Walls in masonry structures exhibit sensitive behavior under out-of-plane displacements. Although numerous studies address in-plane behavior, research focusing on out-of-plane response remains limited. The performance of masonry walls is influenced by several factors, including material characteristics, construction defects, mortar quality, support conditions, wall slenderness, and the properties of openings. Because of those parameters, detailed experimental and numerical studies are required to understand the behavior. Double- or multi-wythe masonry is commonly used, and header (or through) bricks are often placed to ensure interlocking between the wythes. The number and arrangement of the header bricks directly influence the wall behavior.

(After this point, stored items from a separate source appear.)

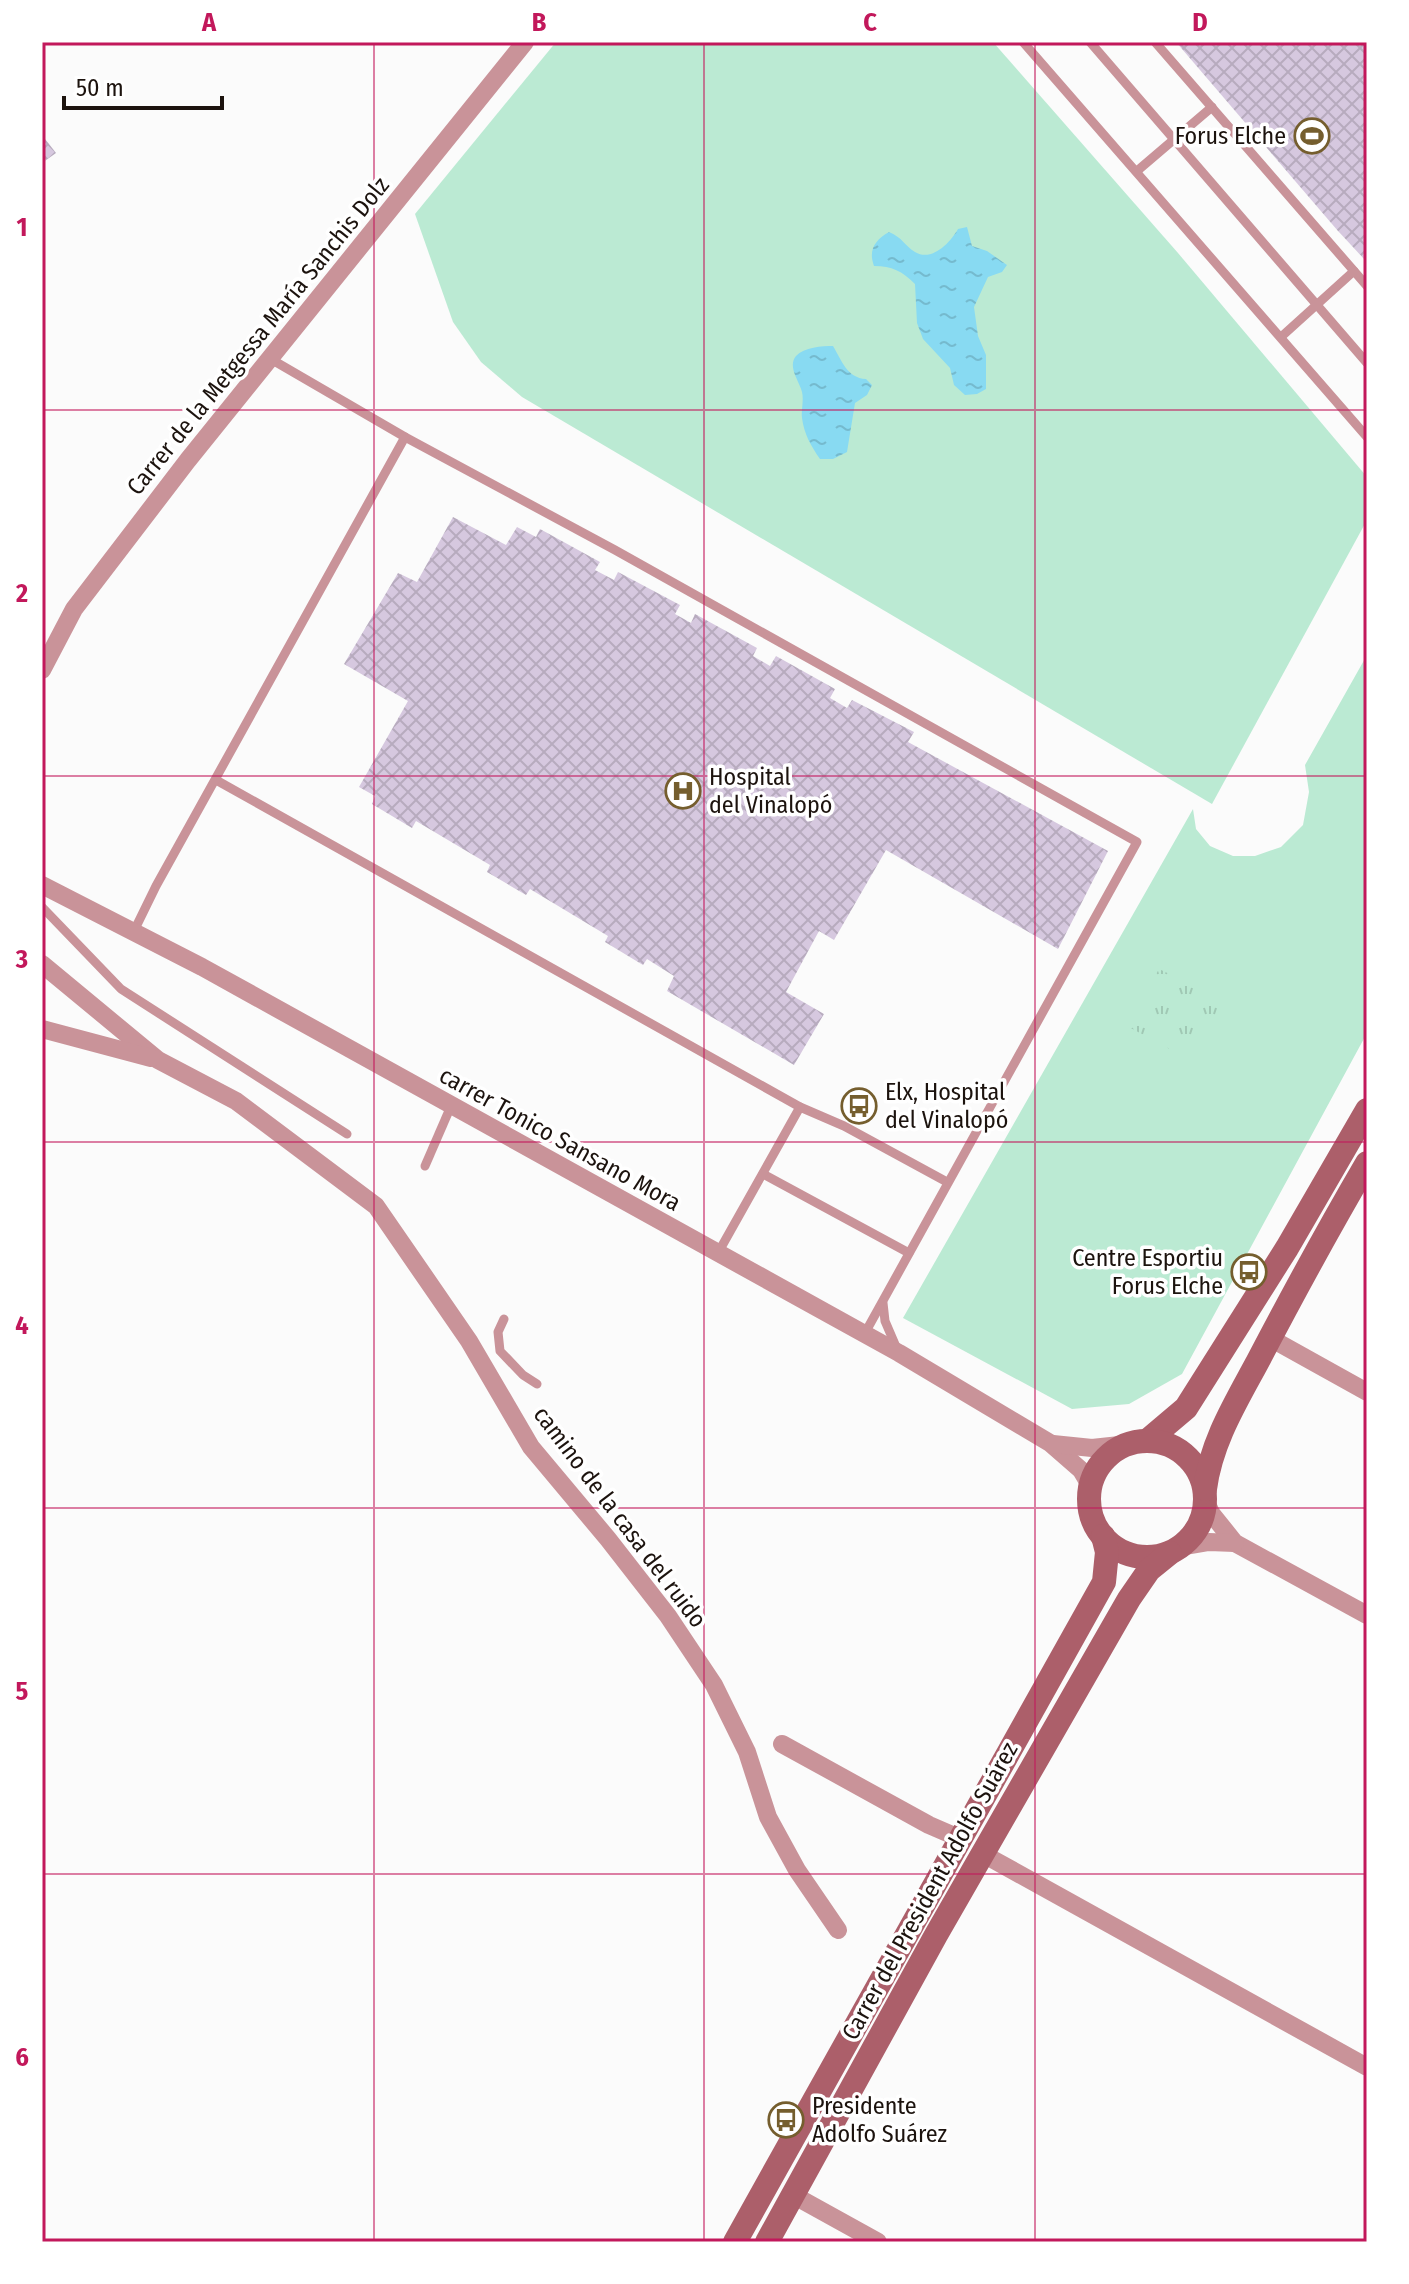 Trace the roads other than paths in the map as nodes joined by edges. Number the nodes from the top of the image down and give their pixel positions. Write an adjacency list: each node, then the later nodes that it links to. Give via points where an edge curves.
1 (525, 42): 12 (street, Carrer de la Metgessa María Sanchis Dolz)
2 (1023, 42): 7 (lane)
3 (1090, 42): 6 (lane)
4 (1155, 42): 5 (lane)
5 (1212, 107): 6 (lane); 8 (lane)
6 (1174, 140): 7 (lane); 10 (lane)
7 (1137, 171): 11 (lane)
8 (1354, 271): 9 (lane); 10 (lane)
9 (1367, 286)
10 (1317, 305): 11 (lane); 13 (lane)
11 (1281, 337): 15 (lane)
12 (269, 358): 14 (lane); 16 (street, Carrer de la Metgessa María Sanchis Dolz, via 74,609)
13 (1367, 363)
14 (405, 437): 17 (lane); 31 (lane, via 1137,842)
15 (1367, 437)
16 (42, 670)
17 (216, 780): 20 (lane); 25 (lane)
18 (42, 885): 20 (street, carrer Tonico Sansano Mora)
19 (42, 907): 27 (lane, via 121,989)
20 (134, 931): 24 (street, carrer Tonico Sansano Mora)
21 (42, 964): 23 (street)
22 (42, 1029): 23 (street)
23 (158, 1060): 52 (street, camino de la casa del ruido, via 236,1101 376,1206 469,1341 531,1447 659,1605 714,1685 747,1752 768,1817)
24 (451, 1106): 28 (lane); 32 (street, carrer Tonico Sansano Mora)
25 (800, 1107): 30 (lane); 31 (lane)
26 (1367, 1110): 42 (main road, via 1186,1408)
27 (347, 1134)
28 (425, 1166)
29 (1366, 1168): 37 (main road)
30 (763, 1174): 32 (lane); 33 (lane)
31 (947, 1182): 33 (lane)
32 (718, 1253): 36 (street, carrer Tonico Sansano Mora)
33 (909, 1253): 34 (lane)
34 (883, 1303): 36 (lane); 38 (lane)
35 (504, 1319): 39 (lane, via 498,1332 500,1351)
36 (865, 1333): 38 (street, carrer Tonico Sansano Mora)
37 (1270, 1338): 40 (street); 44 (main road, via 1221,1431)
38 (899, 1353): 41 (street, carrer Tonico Sansano Mora)
39 (537, 1384)
40 (1367, 1392)
41 (1050, 1443): 42 (street, carrer Tonico Sansano Mora, via 1092,1448); 43 (street, carrer Tonico Sansano Mora, via 1081,1470)
42 (1138, 1443): 43 (main road, via 1116,1449 1102,1462); 44 (main road, via 1171,1446 1187,1456)
43 (1091, 1487): 45 (main road, via 1092,1516)
44 (1205, 1494): 46 (street, via 1211,1513); 47 (main road, via 1198,1527)
45 (1103, 1536): 47 (main road, via 1132,1555 1151,1557); 50 (main road, Carrer del President Adolfo Suárez, via 1104,1582)
46 (1235, 1543): 47 (street, via 1209,1542); 48 (street)
47 (1175, 1550): 51 (main road, Carrer del President Adolfo Suárez, via 1139,1583)
48 (1367, 1615)
49 (782, 1744): 50 (street)
50 (959, 1838): 55 (main road, Carrer del President Adolfo Suárez)
51 (983, 1854): 53 (street); 54 (main road, Carrer del President Adolfo Suárez)
52 (838, 1930)
53 (1367, 2067)
54 (793, 2195): 56 (main road, Carrer del President Adolfo Suárez); 57 (street)
55 (735, 2242)
56 (767, 2242)
57 (878, 2242)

Particularly after recent earthquakes, significant damage has been observed in multi-wythe walls, and the role of header bricks in wall performance is not yet fully understood. This study investigates the out-of-plane behavior of double-wythe, two-sided brick walls, in which header bricks are used only in the out-of-plane direction. Numerical analyses were performed on eight different wall models. In these models, header bricks with varying quantities and arrangements were placed perpendicular to the wythes. Lateral load analyses were conducted using the finite element method and micro-modeling technique implemented in ABAQUS software (Version 2022). Two models were validated using the referenced experimental results. The findings indicate that all walls that incorporate header brick exhibit higher lateral capacities. When compared to the reference wall model, the load-to-weight ratio increased with the increase in the number of header bricks. The lateral capacity ratio increased by factors of 1.29, 1.50, 1.68, and 1.81 in walls containing one, two, three, and four vertical rows of header bricks, respectively. When the header bricks were distributed uniformly throughout the wall, the capacity increased by a factor of 1.61. These results demonstrate that the header brick pattern also affects the wall capacity. Additionally, the presence of header bricks directly influences the failure mechanism of the wall.